* [PATCH] libceph: fix "safe" completion
@ 2013-04-30 13:17 Yan, Zheng
2013-04-30 17:04 ` Gregory Farnum
0 siblings, 1 reply; 3+ messages in thread
From: Yan, Zheng @ 2013-04-30 13:17 UTC (permalink / raw)
To: ceph-devel; +Cc: elder, Yan, Zheng
From: "Yan, Zheng" <zheng.z.yan@intel.com>
complete_request() is never called if the first OSD replay doesn't
have ONDISK flag.
Signed-off-by: Yan, Zheng <zheng.z.yan@intel.com>
---
include/linux/ceph/osd_client.h | 1 -
net/ceph/osd_client.c | 16 ++++++++--------
2 files changed, 8 insertions(+), 9 deletions(-)
diff --git a/include/linux/ceph/osd_client.h b/include/linux/ceph/osd_client.h
index 4191cd2..70f79fb 100644
--- a/include/linux/ceph/osd_client.h
+++ b/include/linux/ceph/osd_client.h
@@ -145,7 +145,6 @@ struct ceph_osd_request {
s32 r_reply_op_result[CEPH_OSD_MAX_OP];
int r_got_reply;
int r_linger;
- int r_completed;
struct ceph_osd_client *r_osdc;
struct kref r_kref;
diff --git a/net/ceph/osd_client.c b/net/ceph/osd_client.c
index 57d8db5..8a5fc37 100644
--- a/net/ceph/osd_client.c
+++ b/net/ceph/osd_client.c
@@ -1522,6 +1522,8 @@ static void handle_reply(struct ceph_osd_client *osdc, struct ceph_msg *msg,
for (i = 0; i < numops; i++)
req->r_reply_op_result[i] = ceph_decode_32(&p);
+ already_completed = req->r_got_reply;
+
if (!req->r_got_reply) {
req->r_result = result;
@@ -1552,16 +1554,14 @@ static void handle_reply(struct ceph_osd_client *osdc, struct ceph_msg *msg,
((flags & CEPH_OSD_FLAG_WRITE) == 0))
__unregister_request(osdc, req);
- already_completed = req->r_completed;
- req->r_completed = 1;
mutex_unlock(&osdc->request_mutex);
- if (already_completed)
- goto done;
- if (req->r_callback)
- req->r_callback(req, msg);
- else
- complete_all(&req->r_completion);
+ if (!already_completed) {
+ if (req->r_callback)
+ req->r_callback(req, msg);
+ else
+ complete_all(&req->r_completion);
+ }
if (flags & CEPH_OSD_FLAG_ONDISK)
complete_request(req);
--
1.8.1.4
^ permalink raw reply related [flat|nested] 3+ messages in thread
* Re: [PATCH] libceph: fix "safe" completion
2013-04-30 13:17 [PATCH] libceph: fix "safe" completion Yan, Zheng
@ 2013-04-30 17:04 ` Gregory Farnum
2013-05-01 10:13 ` Yan, Zheng
0 siblings, 1 reply; 3+ messages in thread
From: Gregory Farnum @ 2013-04-30 17:04 UTC (permalink / raw)
To: Yan, Zheng; +Cc: ceph-devel@vger.kernel.org, Alex Elder
I was looking at this code recently and had similar thoughts; I've
included the relevant parts of a conversation on this topic below.

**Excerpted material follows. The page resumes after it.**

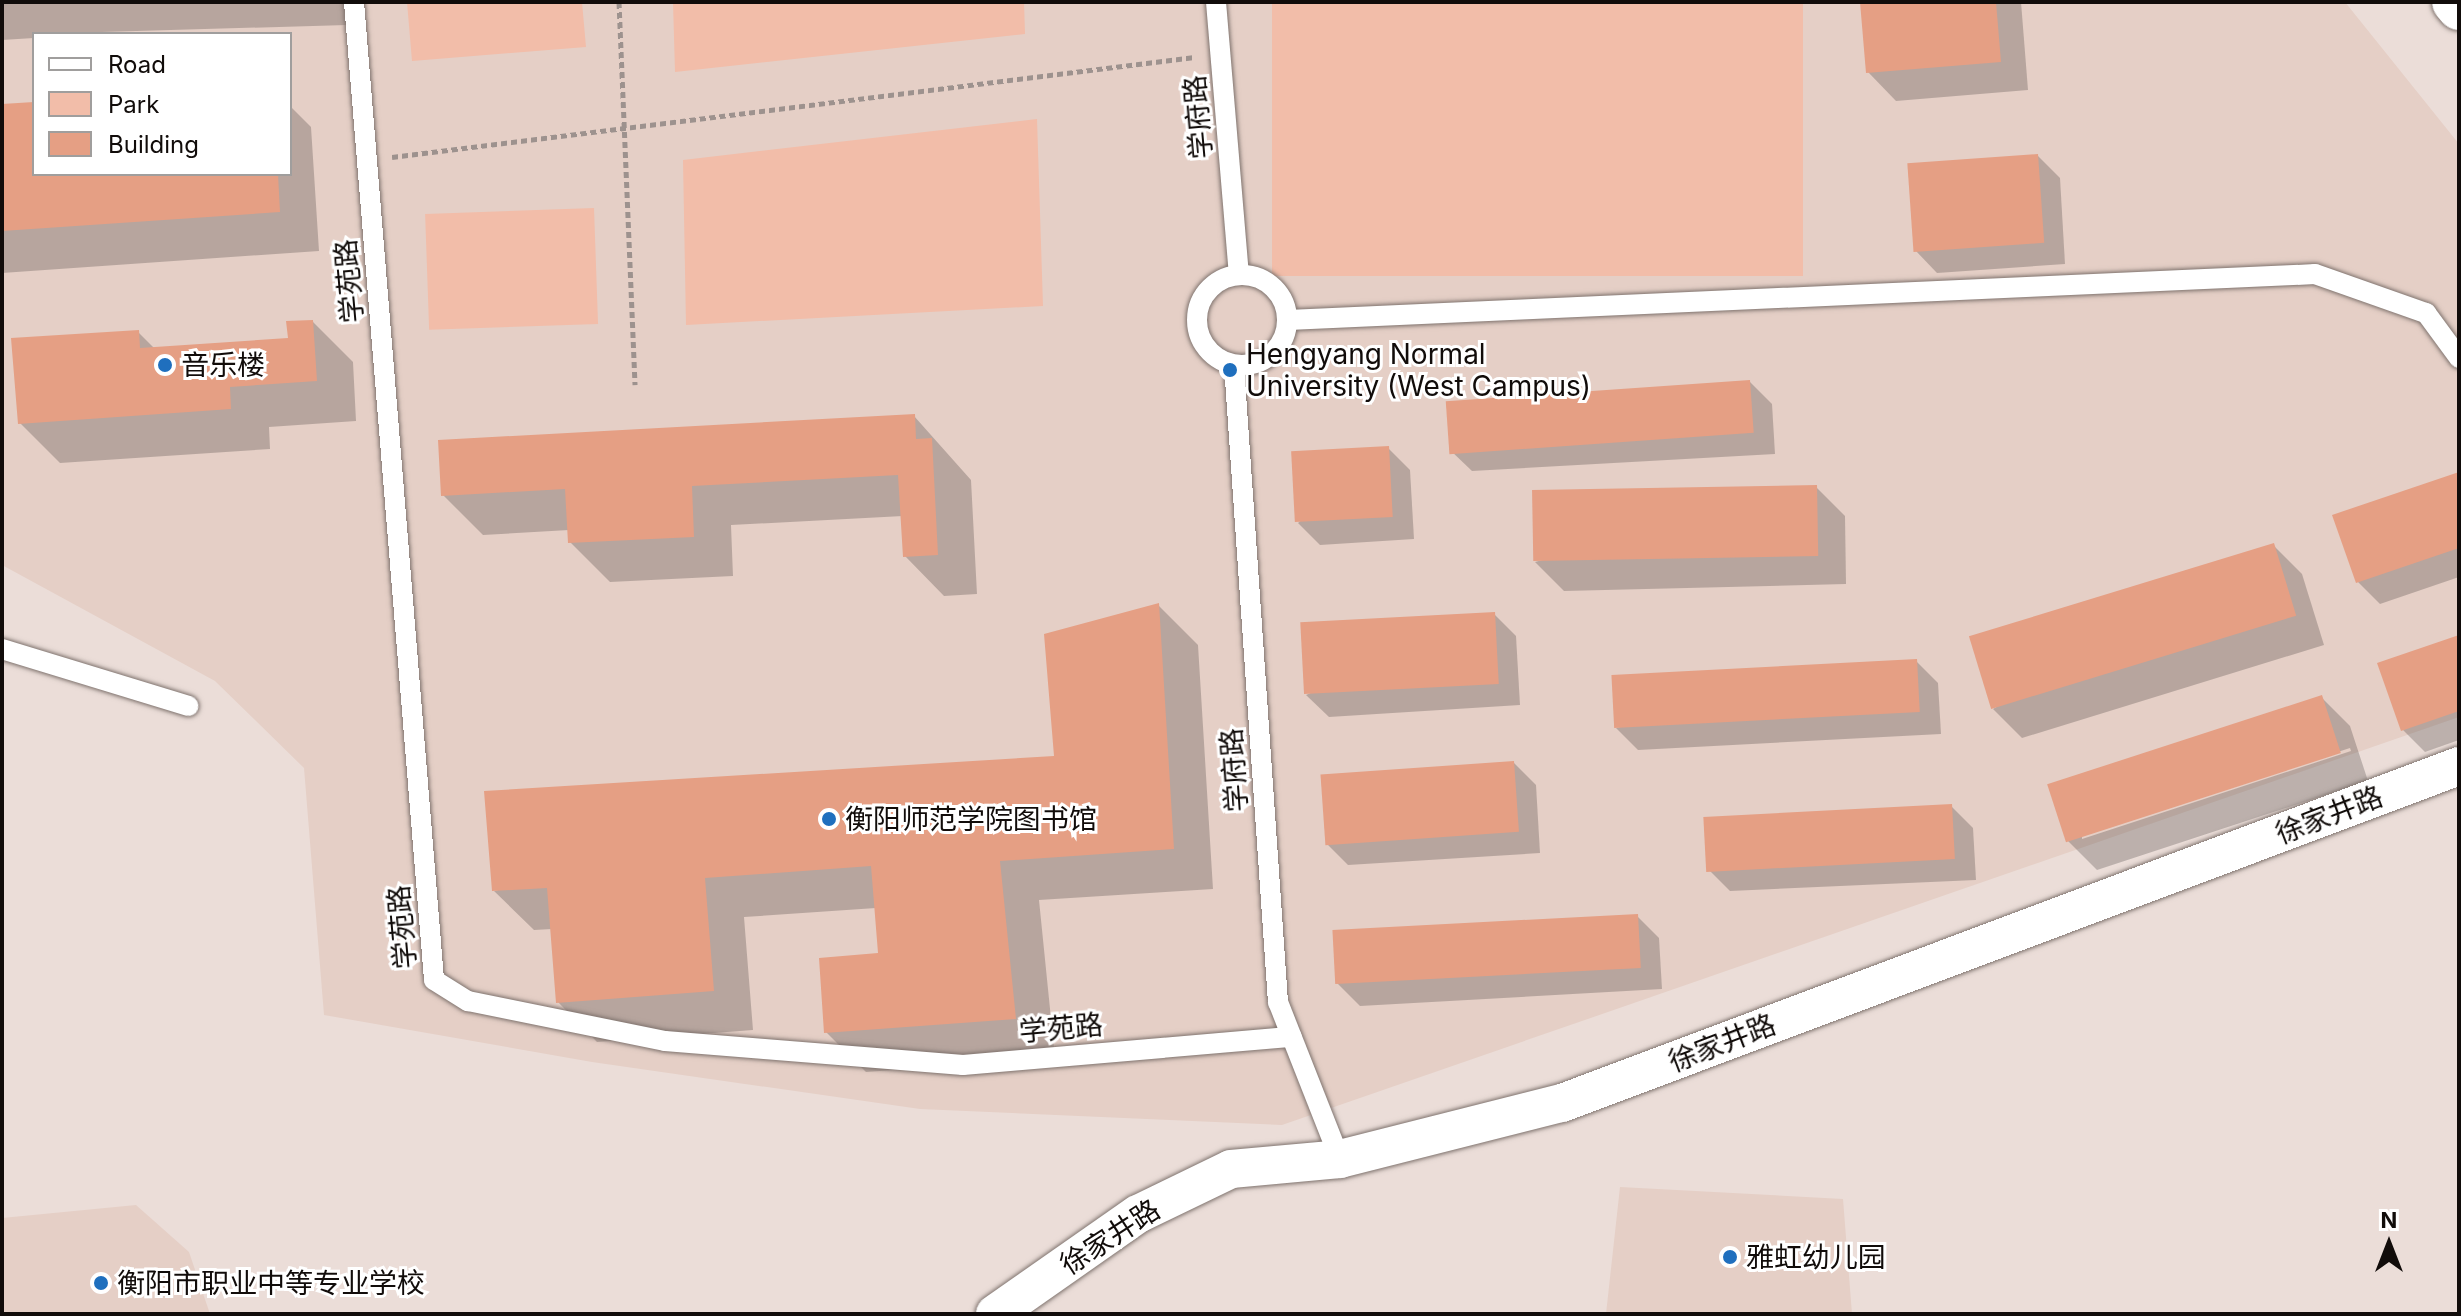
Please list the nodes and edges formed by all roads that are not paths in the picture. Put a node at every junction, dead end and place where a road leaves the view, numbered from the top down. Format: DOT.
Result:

In
light of that I'm not sure if this patch is appropriate or not (it
might be; it certainly needs some cleanup IMO).
-Greg
Software Engineer #42 @ http://inktank.com | http://ceph.com
---------- Forwarded message ----------
From: Sage Weil <sage@inktank.com>
Date: Thu, Apr 18, 2013 at 1:41 PM
Subject: Re: use of osd_client's r_callback
To: Gregory Farnum <greg@inktank.com>
Cc: Alex Elder <elder@inktank.com>, Josh Durgin <josh.durgin@inktank.com>
It is a bit fragile, but not broken AFAICS. We only se the FLAG_ACK flag
on the request (which controls whether we get an ACK in addition to a
COMMIT reply from the osd) for the sync write path (O_DIRECT and O_SYNC
writes).. and in that case, the callback is expecting to be called on the
ack and the commit is just clenaing up that safe/unsafe list for fsync.
I think we could clean this code up so that the names and meanings of the
callbacks are more consistent (e.g., r_commit_callback vs
r_ack_callback)...
s
On Thu, 18 Apr 2013, Gregory Farnum wrote:
> The recent series of patches to deal with deadlocks has me spending a
> little bit more time looking at the kernel client, especially after I
> didn't understand some of the comments going back and forth about safe
> and unsafe lists and callbacks (specifically, compared to their
> meanings in userspace). This investigation has left me concerned, and
> maybe confused, about when we're reporting writes as done.
>
> In particular, following on from change to "unsafe" so it no longer
> indicates any communication from the OSD (which might be fine?), I
> spent some time looking at how the other callback is handled. As best
> I can tell, the osdc's "r_callback" is used, from the caller's
> perspective (drivers/block/rbd.c and fs/ceph/*), to indicate that a
> write is permanent and it can forget the data/unlock the pages/etc ?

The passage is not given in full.